* _Records supplied_

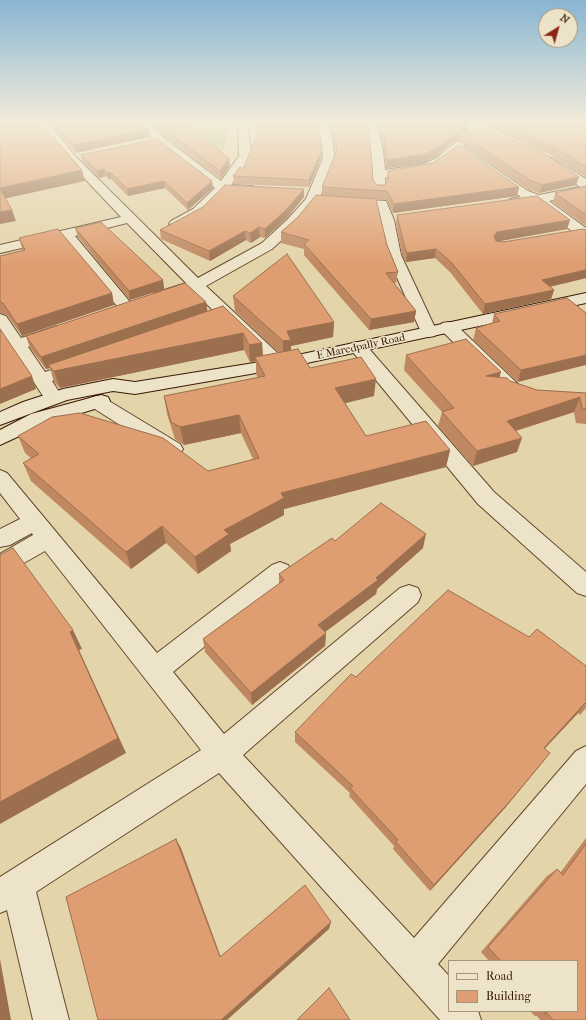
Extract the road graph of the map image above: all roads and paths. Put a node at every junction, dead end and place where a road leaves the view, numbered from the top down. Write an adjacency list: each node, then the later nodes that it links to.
1 (83, 170): 19 (street)
2 (198, 170): 11 (street)
3 (235, 170): 11 (street)
4 (324, 170): 15 (street)
5 (379, 170): 9 (street)
6 (411, 170): 9 (street)
7 (489, 170): 16 (street)
8 (563, 170): 10 (street)
9 (379, 175): 17 (street)
10 (586, 185)
11 (222, 188): 13 (street); 25 (street)
12 (586, 189): 16 (street)
13 (268, 190)
14 (298, 192): 15 (street)
15 (313, 197): 17 (street); 27 (street)
16 (538, 198): 18 (street); 22 (street)
17 (381, 204): 21 (street)
18 (500, 204)
19 (132, 218): 23 (street); 25 (street)
20 (402, 218): 21 (street)
21 (387, 220): 32 (street)
22 (585, 233): 24 (street)
23 (66, 234): 26 (street); 27 (street)
24 (561, 236)
25 (151, 238): 27 (street)
26 (0, 248)
27 (196, 285): 36 (street)
28 (586, 298): 30 (street, E Maredpally Road)
29 (0, 319): 33 (street)
30 (448, 327): 32 (street, E Maredpally Road); 39 (street)
31 (68, 328): 33 (street)
32 (429, 332): 34 (street, E Maredpally Road)
33 (17, 345): 37 (street)
34 (358, 347): 36 (street, E Maredpally Road); 49 (street)
35 (93, 361): 37 (street)
36 (278, 364): 38 (street, E Maredpally Road)
37 (41, 379): 40 (street)
38 (135, 388): 40 (street, E Maredpally Road); 41 (street, E Maredpally Road)
39 (539, 397)
40 (54, 398): 42 (street, E Maredpally Road)
41 (97, 402): 43 (street, E Maredpally Road); 44 (street)
42 (0, 419)
43 (0, 438)
44 (192, 461)
45 (0, 478): 46 (street)
46 (26, 536): 47 (street); 51 (street)
47 (0, 565)
48 (280, 572): 51 (street)
49 (586, 586)
50 (409, 595): 52 (street)
51 (154, 671): 52 (street)
52 (222, 754): 54 (street); 55 (street)
53 (586, 761): 55 (street)
54 (9, 890): 59 (street)
55 (415, 964): 56 (street)
56 (448, 1003)
57 (454, 1012): 60 (street)
58 (456, 1012): 61 (street)
59 (51, 1020)
60 (447, 1020)
61 (463, 1020)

* _Required work_
Where the data includes pictures, leave them out and write out everything else exactly.

* _Output of the exercise_
Extract the road graph of the map image above: all roads and paths. Put a node at every junction, dead end and place where a road leaves the view, numbered from the top down. Write an adjacency list: each node, then the later nodes that it links to.
1 (83, 170): 19 (street)
2 (198, 170): 11 (street)
3 (235, 170): 11 (street)
4 (324, 170): 15 (street)
5 (379, 170): 9 (street)
6 (411, 170): 9 (street)
7 (489, 170): 16 (street)
8 (563, 170): 10 (street)
9 (379, 175): 17 (street)
10 (586, 185)
11 (222, 188): 13 (street); 25 (street)
12 (586, 189): 16 (street)
13 (268, 190)
14 (298, 192): 15 (street)
15 (313, 197): 17 (street); 27 (street)
16 (538, 198): 18 (street); 22 (street)
17 (381, 204): 21 (street)
18 (500, 204)
19 (132, 218): 23 (street); 25 (street)
20 (402, 218): 21 (street)
21 (387, 220): 32 (street)
22 (585, 233): 24 (street)
23 (66, 234): 26 (street); 27 (street)
24 (561, 236)
25 (151, 238): 27 (street)
26 (0, 248)
27 (196, 285): 36 (street)
28 (586, 298): 30 (street, E Maredpally Road)
29 (0, 319): 33 (street)
30 (448, 327): 32 (street, E Maredpally Road); 39 (street)
31 (68, 328): 33 (street)
32 (429, 332): 34 (street, E Maredpally Road)
33 (17, 345): 37 (street)
34 (358, 347): 36 (street, E Maredpally Road); 49 (street)
35 (93, 361): 37 (street)
36 (278, 364): 38 (street, E Maredpally Road)
37 (41, 379): 40 (street)
38 (135, 388): 40 (street, E Maredpally Road); 41 (street, E Maredpally Road)
39 (539, 397)
40 (54, 398): 42 (street, E Maredpally Road)
41 (97, 402): 43 (street, E Maredpally Road); 44 (street)
42 (0, 419)
43 (0, 438)
44 (192, 461)
45 (0, 478): 46 (street)
46 (26, 536): 47 (street); 51 (street)
47 (0, 565)
48 (280, 572): 51 (street)
49 (586, 586)
50 (409, 595): 52 (street)
51 (154, 671): 52 (street)
52 (222, 754): 54 (street); 55 (street)
53 (586, 761): 55 (street)
54 (9, 890): 59 (street)
55 (415, 964): 56 (street)
56 (448, 1003)
57 (454, 1012): 60 (street)
58 (456, 1012): 61 (street)
59 (51, 1020)
60 (447, 1020)
61 (463, 1020)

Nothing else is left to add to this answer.